I'm back!
Hi friends! I’ve decided to revive the ol’ substack after a few years of inactivity. I will use it as a place to share my recent publications and other public, professional activity. Thanks for following along. To kick things off, here is a piece I recently published on the AEI ideas blog. Enjoy and see you soon.
Democrats, Student Debt Can’t Be Both the Problem and the Solution
Student debt cannot be both the crisis that demands sweeping forgiveness and a tool that must remain unlimited for future borrowers. Yet that contradiction sits at the center of the backlash to Congress’s recent overhaul of federal graduate student lending.
Last year’s reconciliation legislation finally ended the era of unlimited federal lending for graduate and professional students, replacing the Grad PLUS system with clear borrowing caps. Graduate students now face aggregate federal loan limits, with higher caps reserved for programs defined as professional degrees, which tend to offer more reliable pathways to high earnings.
The reform addressed a long-standing problem: Students could borrow effectively unlimited sums, often accumulating debts far beyond what their post-degree earnings could reasonably support. This leaves taxpayers on the hook for loans that are unlikely ever to be repaid.
Rather than debate how best to implement these reforms or refine them where needed, critics quickly landed on a compelling talking point: nurses. Advocacy groups and many Democratic lawmakers argue that because many nursing programs are not included in the higher loan-limit category, the reform harms the profession and threatens the supply of nurses.
A recent congressional letter—led primarily by Democrats but signed by members of both parties—urged the Department of Education to revisit how professional degrees are defined, arguing that advanced nursing credentials such as nurse practitioner and nurse anesthetist programs require extensive training and often carry tuition costs that exceed the new borrowing limits. Lawmakers warned that limiting access to federal loans could discourage nurses from pursuing advanced credentials at a time when hospitals face workforce shortages and rural communities struggle to recruit specialized providers.
That narrative is frustrating—not because concerns about workforce development or educational access should be ignored, but because the way the issue has been framed obscures what the policy actually does and who it affects.
Those concerns deserve consideration. But they also raise a crucial question: how many students are actually affected?
Available evidence suggests the number is far smaller than public rhetoric implies. Analysis by Preston Cooper shows that most graduate nursing programs that were in consideration for the higher lending limits already fall within the new federal borrowing caps, meaning only students enrolled in the most expensive programs previously relied on borrowing beyond those limits. His work shows that among the 140 advanced nursing programs included in The College Scorecard, 115 had median student debt at degree completion of less than $100,000 (the new limit for graduate, not professional, degree programs). Several other programs were within a few thousand dollars of the cutoff.
Cooper’s analysis looks only at doctoral programs in nursing, because master’s programs, across all disciplines, were not considered for the higher loan limits (with the exception of theology programs, which tend to take longer to complete).

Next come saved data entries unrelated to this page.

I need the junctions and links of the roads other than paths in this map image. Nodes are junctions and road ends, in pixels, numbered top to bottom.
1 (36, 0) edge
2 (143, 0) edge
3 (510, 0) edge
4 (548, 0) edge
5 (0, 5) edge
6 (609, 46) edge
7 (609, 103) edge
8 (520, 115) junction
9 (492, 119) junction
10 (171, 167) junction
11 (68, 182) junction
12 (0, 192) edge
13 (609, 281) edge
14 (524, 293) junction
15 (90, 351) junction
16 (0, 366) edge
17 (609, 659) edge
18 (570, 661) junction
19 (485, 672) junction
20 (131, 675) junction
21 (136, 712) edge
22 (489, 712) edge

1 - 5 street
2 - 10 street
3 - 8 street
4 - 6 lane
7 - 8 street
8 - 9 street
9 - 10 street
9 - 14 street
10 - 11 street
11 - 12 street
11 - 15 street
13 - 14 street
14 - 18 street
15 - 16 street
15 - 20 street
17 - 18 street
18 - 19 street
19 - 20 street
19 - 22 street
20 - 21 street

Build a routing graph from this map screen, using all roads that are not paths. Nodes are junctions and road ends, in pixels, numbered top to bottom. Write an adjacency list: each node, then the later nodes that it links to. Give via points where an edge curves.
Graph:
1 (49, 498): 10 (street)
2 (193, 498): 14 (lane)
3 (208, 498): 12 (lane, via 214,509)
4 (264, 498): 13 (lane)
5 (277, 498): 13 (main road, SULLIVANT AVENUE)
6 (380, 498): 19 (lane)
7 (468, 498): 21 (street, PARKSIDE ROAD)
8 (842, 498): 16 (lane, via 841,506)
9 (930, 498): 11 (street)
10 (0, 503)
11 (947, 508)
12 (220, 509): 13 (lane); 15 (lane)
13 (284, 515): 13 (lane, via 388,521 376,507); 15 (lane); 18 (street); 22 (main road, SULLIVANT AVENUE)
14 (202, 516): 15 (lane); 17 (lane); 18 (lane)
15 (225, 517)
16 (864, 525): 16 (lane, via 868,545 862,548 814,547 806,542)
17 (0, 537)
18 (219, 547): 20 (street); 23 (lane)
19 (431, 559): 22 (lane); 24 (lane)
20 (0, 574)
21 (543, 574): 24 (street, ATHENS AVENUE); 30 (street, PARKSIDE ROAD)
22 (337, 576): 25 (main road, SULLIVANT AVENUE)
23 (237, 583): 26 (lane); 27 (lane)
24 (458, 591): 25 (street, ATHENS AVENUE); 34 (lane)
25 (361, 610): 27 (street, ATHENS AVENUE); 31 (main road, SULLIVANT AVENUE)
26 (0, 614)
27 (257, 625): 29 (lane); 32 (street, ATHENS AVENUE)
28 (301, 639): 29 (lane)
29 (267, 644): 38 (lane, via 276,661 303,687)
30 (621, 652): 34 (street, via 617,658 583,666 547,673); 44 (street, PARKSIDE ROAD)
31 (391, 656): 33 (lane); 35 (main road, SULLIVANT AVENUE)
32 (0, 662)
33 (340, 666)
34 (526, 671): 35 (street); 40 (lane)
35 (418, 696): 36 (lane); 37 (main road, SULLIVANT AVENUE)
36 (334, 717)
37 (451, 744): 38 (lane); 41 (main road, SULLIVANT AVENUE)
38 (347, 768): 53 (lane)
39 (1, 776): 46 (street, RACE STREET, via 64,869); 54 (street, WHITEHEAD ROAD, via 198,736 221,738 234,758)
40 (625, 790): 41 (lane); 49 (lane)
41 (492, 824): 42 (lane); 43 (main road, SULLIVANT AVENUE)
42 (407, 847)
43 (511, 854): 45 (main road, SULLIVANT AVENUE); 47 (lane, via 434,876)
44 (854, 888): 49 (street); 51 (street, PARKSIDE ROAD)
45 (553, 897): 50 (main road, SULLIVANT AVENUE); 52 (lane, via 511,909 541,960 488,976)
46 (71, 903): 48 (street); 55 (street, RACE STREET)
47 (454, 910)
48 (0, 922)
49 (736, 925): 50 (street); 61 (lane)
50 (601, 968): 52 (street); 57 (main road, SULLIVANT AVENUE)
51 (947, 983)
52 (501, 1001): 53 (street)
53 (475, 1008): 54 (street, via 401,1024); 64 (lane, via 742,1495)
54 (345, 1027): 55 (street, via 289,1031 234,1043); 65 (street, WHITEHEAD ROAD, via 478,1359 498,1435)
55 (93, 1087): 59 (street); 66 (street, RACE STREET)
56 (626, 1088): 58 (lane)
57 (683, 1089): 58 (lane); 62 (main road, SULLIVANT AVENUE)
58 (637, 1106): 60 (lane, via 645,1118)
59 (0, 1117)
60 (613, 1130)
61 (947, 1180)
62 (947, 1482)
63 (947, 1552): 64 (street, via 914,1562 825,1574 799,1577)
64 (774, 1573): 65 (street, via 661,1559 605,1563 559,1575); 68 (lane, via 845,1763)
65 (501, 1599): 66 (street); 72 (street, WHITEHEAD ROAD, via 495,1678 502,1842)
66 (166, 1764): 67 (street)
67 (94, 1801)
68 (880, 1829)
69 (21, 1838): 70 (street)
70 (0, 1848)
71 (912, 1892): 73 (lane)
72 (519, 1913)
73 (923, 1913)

The Department of Education has clarified that 95% of nursing students borrow below the annual loan limit and therefore are not affected by the new caps. The Department also points out that the loan limits are limited to graduate programs and have no impact on undergraduate nursing programs, including four-year bachelor’s degrees and two-year associate’s degrees. 80% of the nursing workforce does not have a graduate degree.

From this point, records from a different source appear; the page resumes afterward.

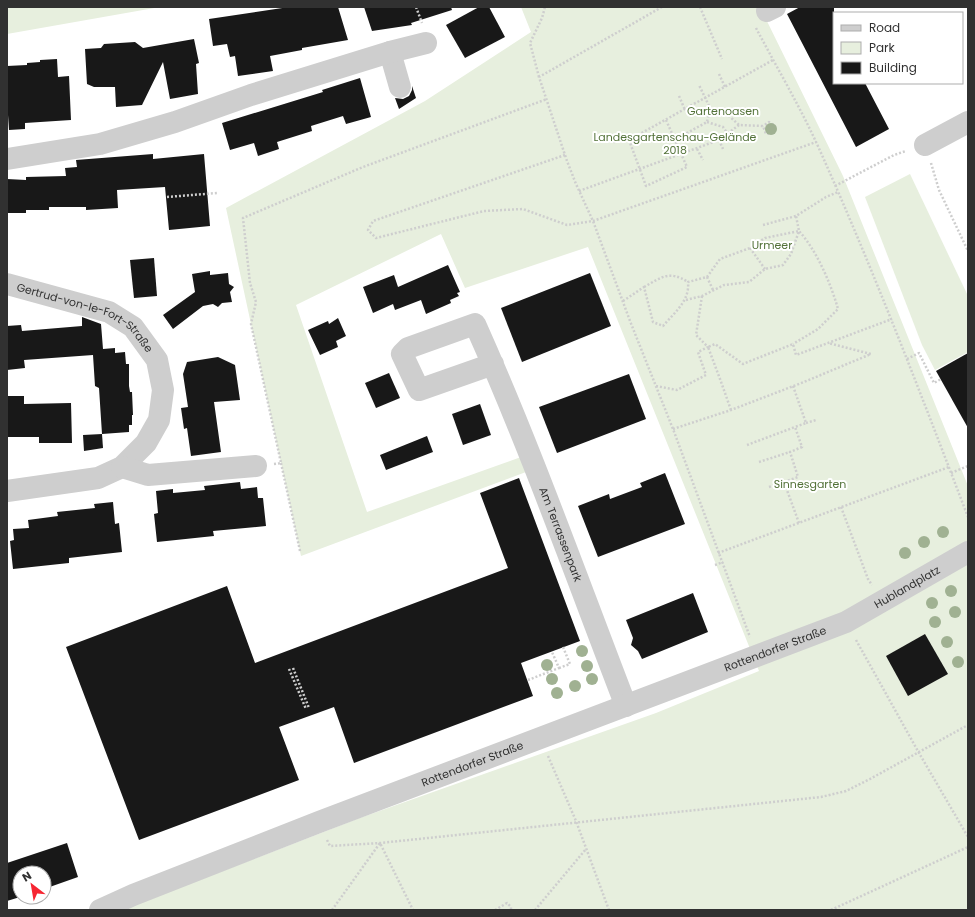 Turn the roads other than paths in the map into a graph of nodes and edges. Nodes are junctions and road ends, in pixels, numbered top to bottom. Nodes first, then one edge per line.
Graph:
1 (426, 43) dead end
2 (390, 52) junction
3 (400, 87) dead end
4 (968, 122) edge
5 (925, 145) road end
6 (7, 159) edge
7 (7, 284) edge
8 (493, 364) dead end
9 (122, 466) junction
10 (256, 466) road end
11 (7, 491) edge
12 (968, 552) edge
13 (846, 622) joint
14 (626, 706) junction
15 (100, 910) edge

1 - 2 street
2 - 3 street
2 - 6 street
4 - 5 street
7 - 9 street, Gertrud-von-le-Fort-Straße
8 - 14 street, Am Terrassenpark
9 - 10 street
9 - 11 street, Gertrud-von-le-Fort-Straße
12 - 13 street, Hublandplatz
13 - 14 street, Rottendorfer Straße
14 - 15 street, Rottendorfer Straße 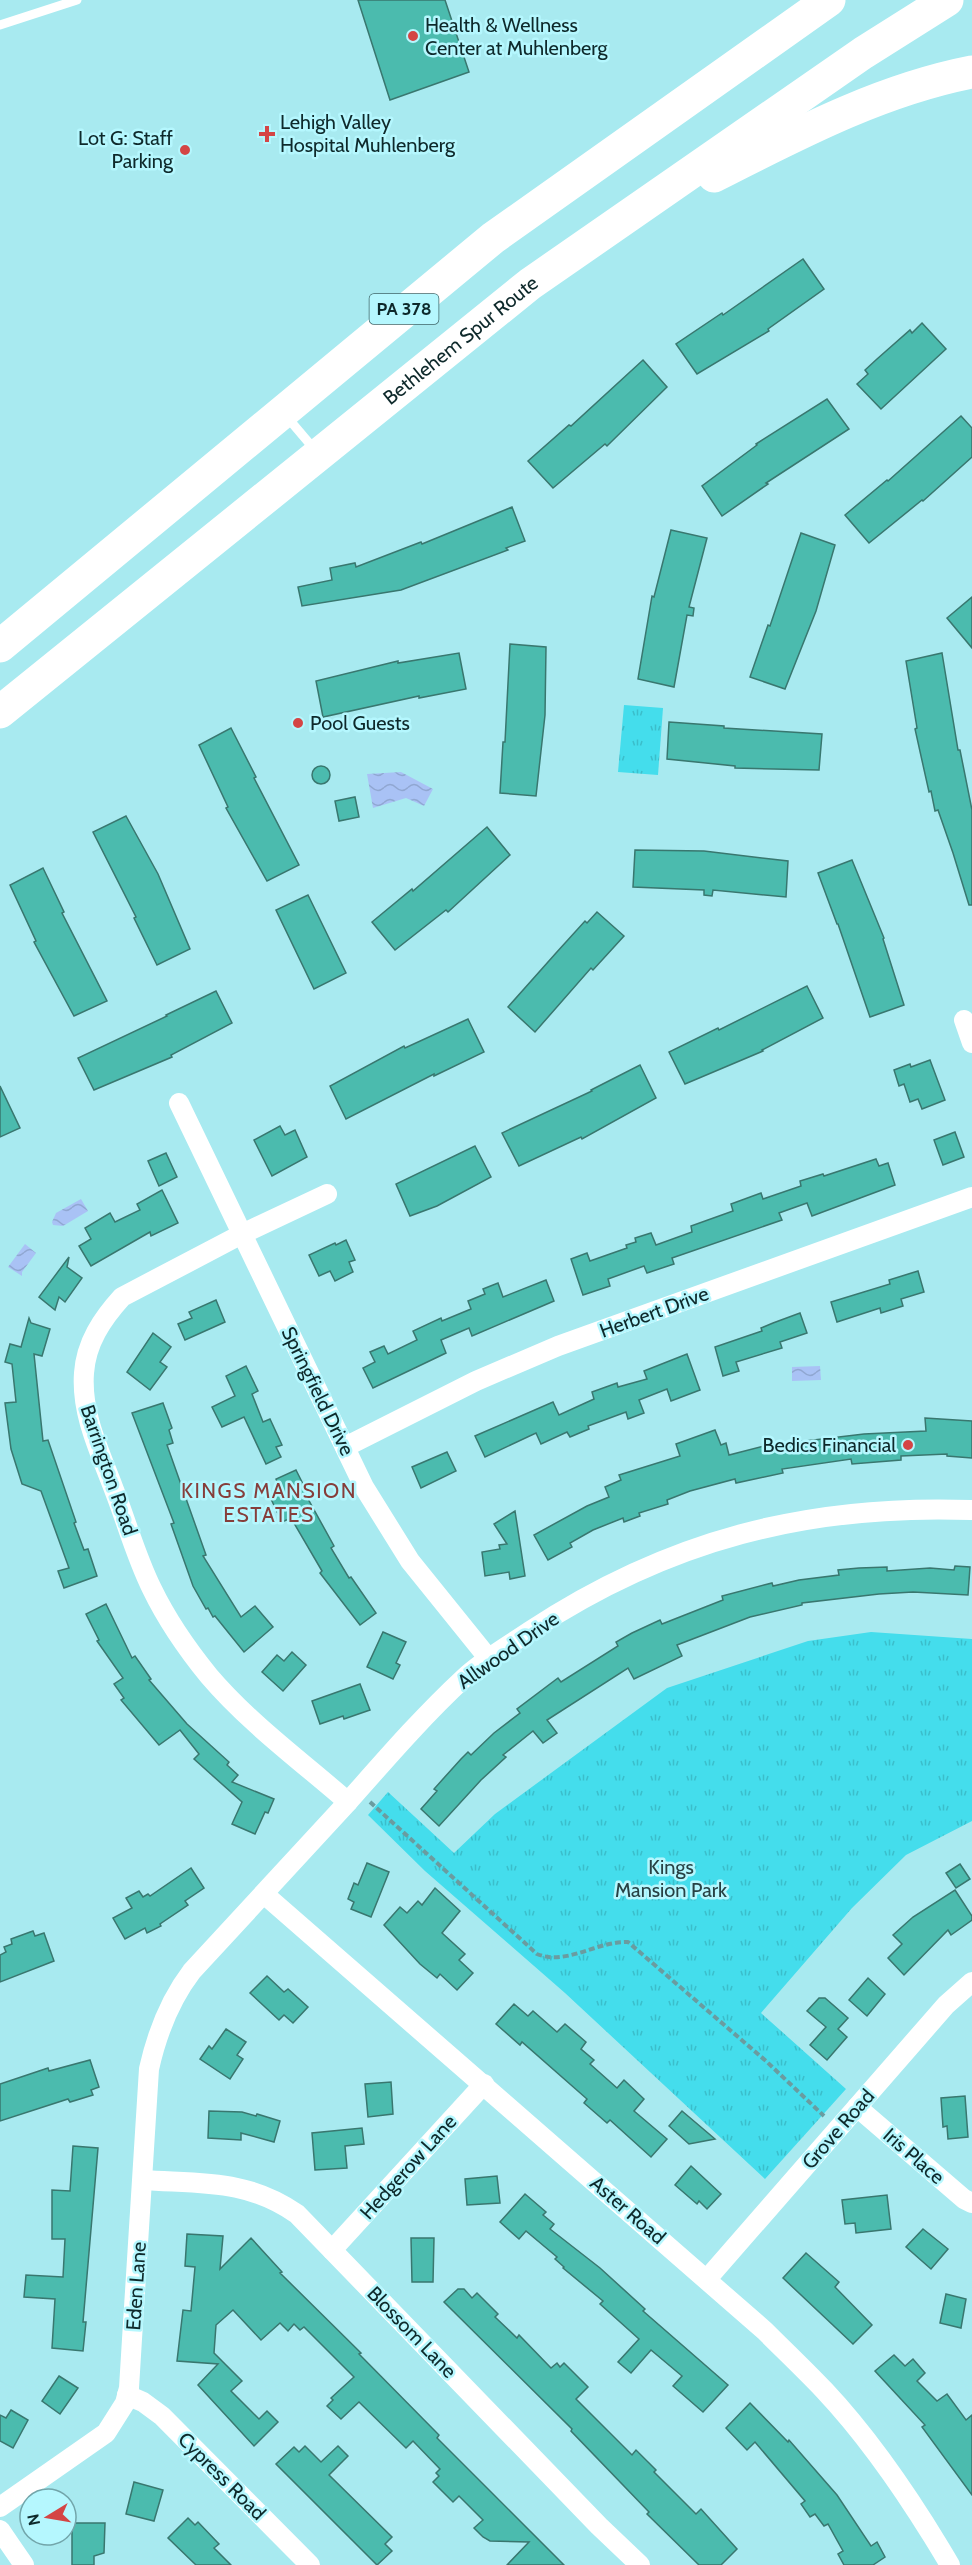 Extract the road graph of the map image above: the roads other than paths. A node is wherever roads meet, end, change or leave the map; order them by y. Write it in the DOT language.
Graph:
graph roads {
  1 [pos="77,0"];
  2 [pos="830,0"];
  3 [pos="947,0"];
  4 [pos="0,25"];
  5 [pos="972,72"];
  6 [pos="595,237"];
  7 [pos="282,411"];
  8 [pos="318,454"];
  9 [pos="0,645"];
  10 [pos="0,712"];
  11 [pos="964,1020"];
  12 [pos="972,1043"];
  13 [pos="179,1103"];
  14 [pos="327,1194"];
  15 [pos="972,1197"];
  16 [pos="242,1234"];
  17 [pos="345,1447"];
  18 [pos="972,1510"];
  19 [pos="489,1659"];
  20 [pos="353,1796"];
  21 [pos="264,1894"];
  22 [pos="972,1982"];
  23 [pos="168,2007"];
  24 [pos="484,2084"];
  25 [pos="857,2107"];
  26 [pos="143,2180"];
  27 [pos="972,2202"];
  28 [pos="332,2250"];
  29 [pos="707,2278"];
  30 [pos="127,2395"];
  31 [pos="0,2507"];
  32 [pos="0,2530"];
  33 [pos="24,2565"];
  34 [pos="310,2565"];
  35 [pos="640,2565"];
  36 [pos="950,2565"];
  1 -- 4 [label="lane"];
  2 -- 7 [label="highway, PA 378"];
  3 -- 6 [label="highway, Bethlehem Spur Route / PA 378"];
  5 -- 6 [label="highway"];
  6 -- 8 [label="highway, Bethlehem Spur Route / PA 378"];
  7 -- 8 [label="lane"];
  7 -- 9 [label="highway, PA 378"];
  8 -- 10 [label="highway, Bethlehem Spur Route / PA 378"];
  11 -- 12 [label="street"];
  13 -- 16 [label="street, Springfield Drive"];
  14 -- 16 [label="street, Barrington Road"];
  15 -- 17 [label="street, Herbert Drive"];
  16 -- 17 [label="street, Springfield Drive"];
  16 -- 20 [label="street, Barrington Road"];
  17 -- 19 [label="street, Springfield Drive"];
  18 -- 19 [label="street, Allwood Drive"];
  19 -- 20 [label="street, Allwood Drive"];
  20 -- 21 [label="street, Allwood Drive"];
  21 -- 23 [label="street, Allwood Drive"];
  21 -- 24 [label="street, Aster Road"];
  22 -- 25 [label="street, Grove Road"];
  23 -- 26 [label="street, Eden Lane"];
  24 -- 28 [label="street, Hedgerow Lane"];
  24 -- 29 [label="street, Aster Road"];
  25 -- 27 [label="street, Iris Place"];
  25 -- 29 [label="street, Grove Road"];
  26 -- 28 [label="street, Blossom Lane"];
  26 -- 30 [label="street, Eden Lane"];
  28 -- 35 [label="street, Blossom Lane"];
  29 -- 36 [label="street, Aster Road"];
  30 -- 31 [label="street, Eden Lane"];
  30 -- 34 [label="street, Cypress Road"];
  32 -- 33 [label="street"];
}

This contradicts claims that the reform broadly blocks access to the profession. This is where the debate often skips an important economic reality. If federal loans no longer cover the most expensive programs, students may reconsider enrolling in those options. And when enrollment declines, schools face incentives to bring prices down. Steering students away from programs requiring excessive borrowing—and encouraging institutions to moderate tuition—are exactly the consumer-protection outcomes the reform was intended to produce.
What is perhaps most striking in the debate is the duality in how student debt itself is portrayed. Many of the lawmakers now objecting to loan limits have long argued that student debt is crushing borrowers and have supported sweeping forgiveness proposals. Yet when Congress finally imposes guardrails to prevent future students from accumulating those same unsustainable balances, those guardrails are cast as harmful. Debt cannot simultaneously be a life-ruining burden and an essential tool that students must have unlimited access to. One of those claims has to give.
Meaningful reform should invite serious discussion about implementation details, workforce implications, and how to ensure access to high-cost professional education without exposing students to unreasonable financial risk. But too much of the conversation has devolved into political theater rather than substantive engagement. Unlimited graduate borrowing was never a sustainable policy. Ending it was an overdue consumer-protection reform for students and a necessary safeguard for taxpayers. The real story is not that reform harms nurses. It is that meaningful higher education reform has finally occurred, and some critics are still searching for ways to argue against it rather than engage with making it better.